On April 12, 2021, the Securities and Exchange Commission (the “SEC”) issued a statement (the “Statement”) on Accounting and Reporting Considerations for Warrants Issued by Special Purpose Acquisition Companies (“SPACs”). The Statement discussed certain features of warrants similar to the private placement warrants (the “Private Placement Warrants”) issued in connection with the initial public offering of InterPrivate Acquisition Corp. (“IPV”). The features discussed in the Statement were not included in the public warrants issued by IPV in connection with its initial public offering. As previously announced, Aeva Technologies, Inc. (the “Company”) completed its business combination with IPV on March 12, 2021 (the “Merger”).
On May 17, 2021, the Audit Committee of the Board of Directors of the Company, after discussion with management of the Company and based on management’s consultation with Marcum LLP, IPV’s independent registered public accounting firm, concluded that IPV’s previously issued consolidated financial statements as of and for the year ended December 31, 2020 (included in IPV’s Annual Report on Form 10-K for the year ended December 31, 2020) should be restated to reflect the impact of the Statement on the Private Placement Warrants and accordingly, should no longer be relied upon. Similarly, any previously furnished or filed reports, related earnings releases, investor presentations or similar communications describing IPV’s financial results for the year ended December 31, 2020 should no longer be relied upon. In addition, the unaudited pro forma condensed combined financial information included in the Company’s Form 8-K filed on March 18, 2021 should no longer be relied upon.

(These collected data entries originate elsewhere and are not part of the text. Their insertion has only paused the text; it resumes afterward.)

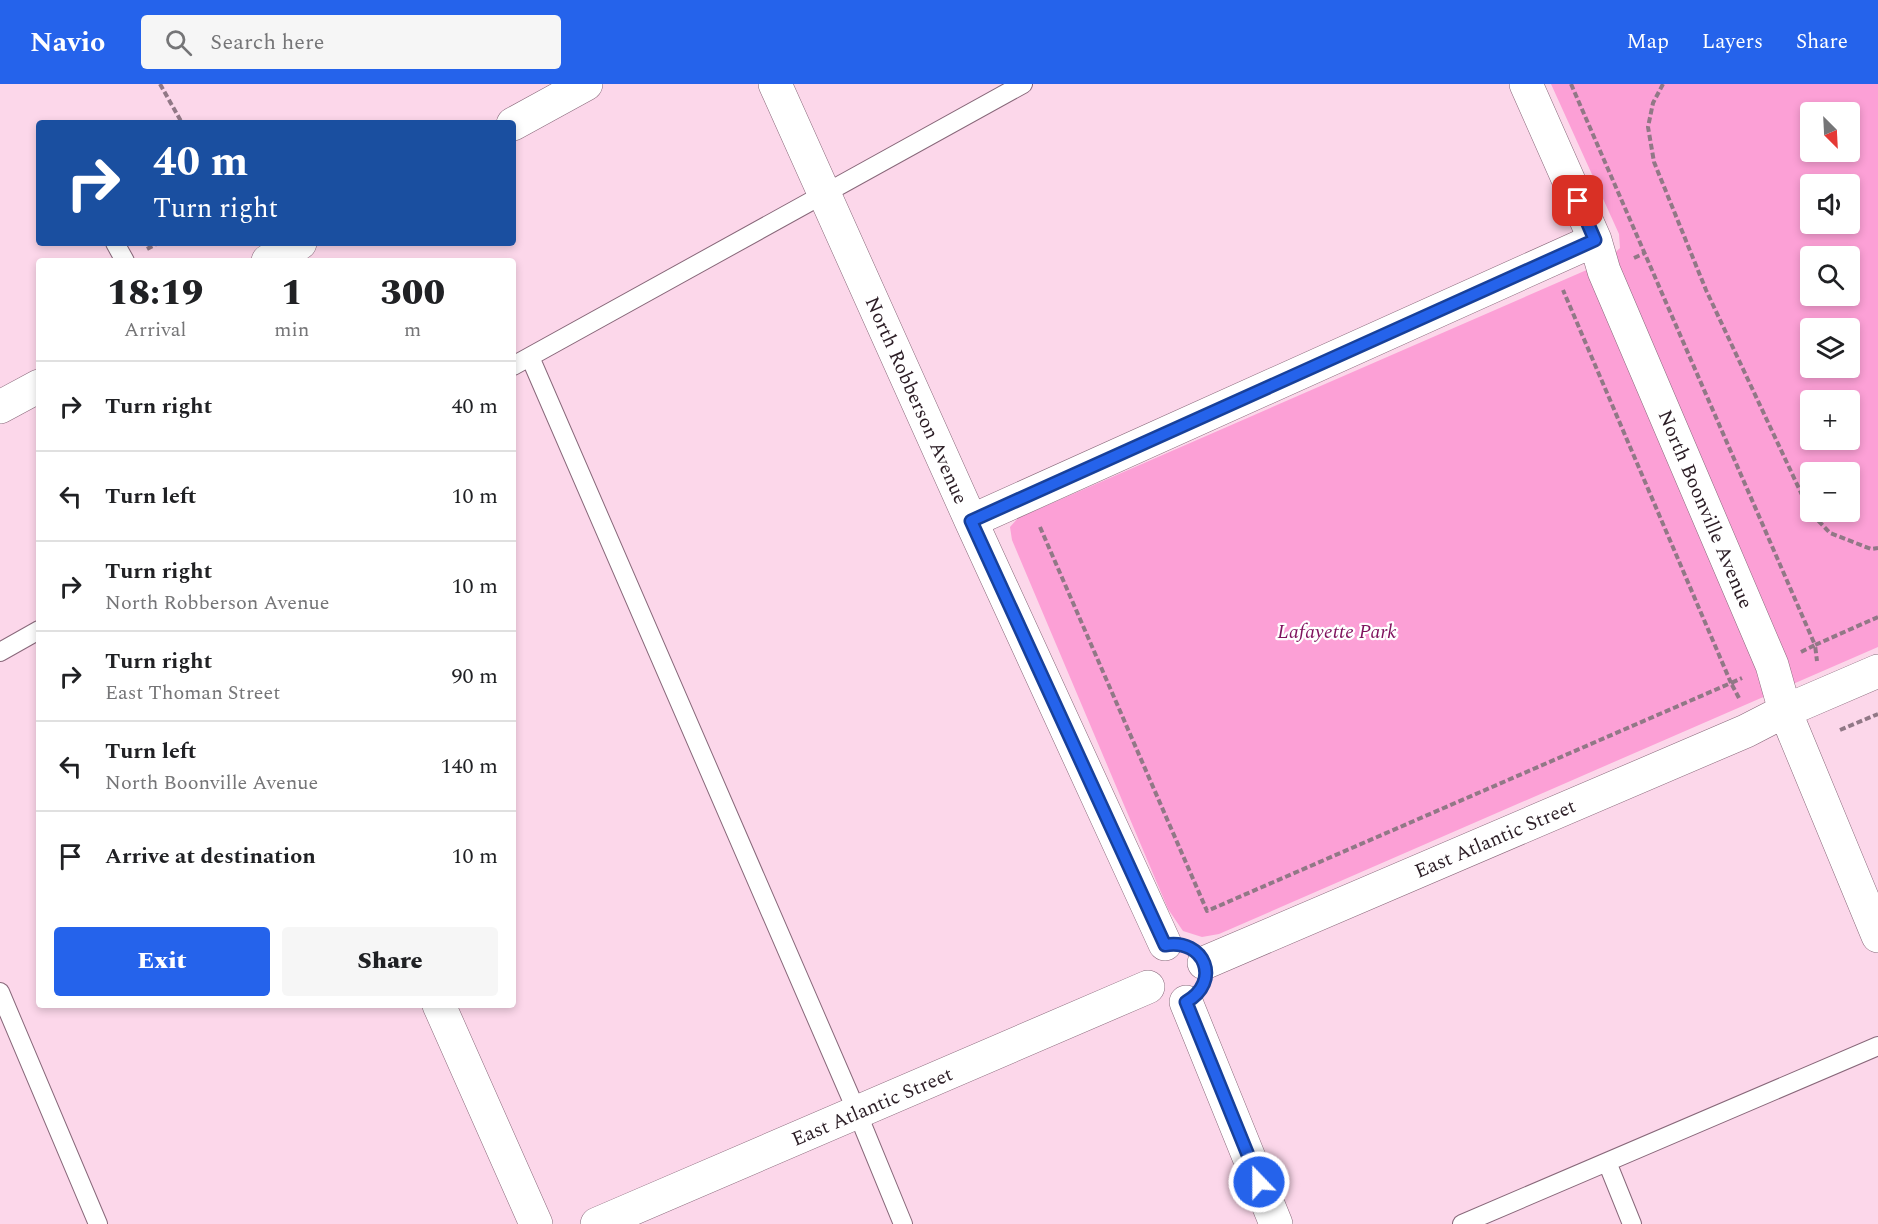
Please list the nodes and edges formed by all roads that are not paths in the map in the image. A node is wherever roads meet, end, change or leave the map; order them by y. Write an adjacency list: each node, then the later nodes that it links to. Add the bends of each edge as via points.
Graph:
1 (586, 84): 5 (street)
2 (775, 84): 6 (street, North Robberson Avenue)
3 (1023, 84): 6 (lane)
4 (1526, 84): 8 (street, North Boonville Avenue)
5 (516, 122)
6 (824, 194): 10 (lane); 14 (street, North Robberson Avenue)
7 (295, 246): 9 (street)
8 (1600, 255): 14 (street); 18 (street, North Boonville Avenue, via 1772,665)
9 (273, 258)
10 (530, 357): 11 (lane); 27 (lane)
11 (516, 364)
12 (36, 388): 13 (street)
13 (0, 407)
14 (971, 521): 20 (street, North Robberson Avenue)
15 (36, 632): 16 (lane)
16 (0, 652)
17 (1878, 671): 18 (street, East Atlantic Street)
18 (1785, 711): 19 (street, North Boonville Avenue); 21 (street, East Atlantic Street)
19 (1878, 936)
20 (1165, 945): 21 (street, via 1185,944); 22 (street, via 1147,962)
21 (1204, 963): 24 (street, via 1204,983)
22 (1148, 987): 24 (street, via 1167,1002); 27 (street, East Atlantic Street)
23 (0, 992): 29 (lane)
24 (1186, 1002): 33 (street)
25 (440, 1008): 30 (street)
26 (1878, 1046): 28 (lane)
27 (857, 1112): 31 (street, East Atlantic Street); 32 (lane)
28 (1607, 1162): 34 (lane); 35 (lane)
29 (98, 1224)
30 (536, 1224)
31 (597, 1224)
32 (903, 1224)
33 (1276, 1224)
34 (1462, 1224)
35 (1632, 1224)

The Company intends to file restated financial statements for IPV for the year ended December 31, 2020 on Form 10-K/A as soon as reasonably practicable.
In light of the restatement discussed above, the Company has reassessed the effectiveness of IPV’s controls and procedures as of December 31, 2020 and has concluded that IPV did not maintain effective disclosure controls and procedures and had a material weakness in internal control over financial reporting as of such date.
Authorized officers of the Company have discussed the matters disclosed in this Item 4.02 with Marcum LLP, IPV’s independent registered public accounting firm prior to the Merger, and with Deloitte & Touche LLP, the Company’s current independent registered public accounting firm.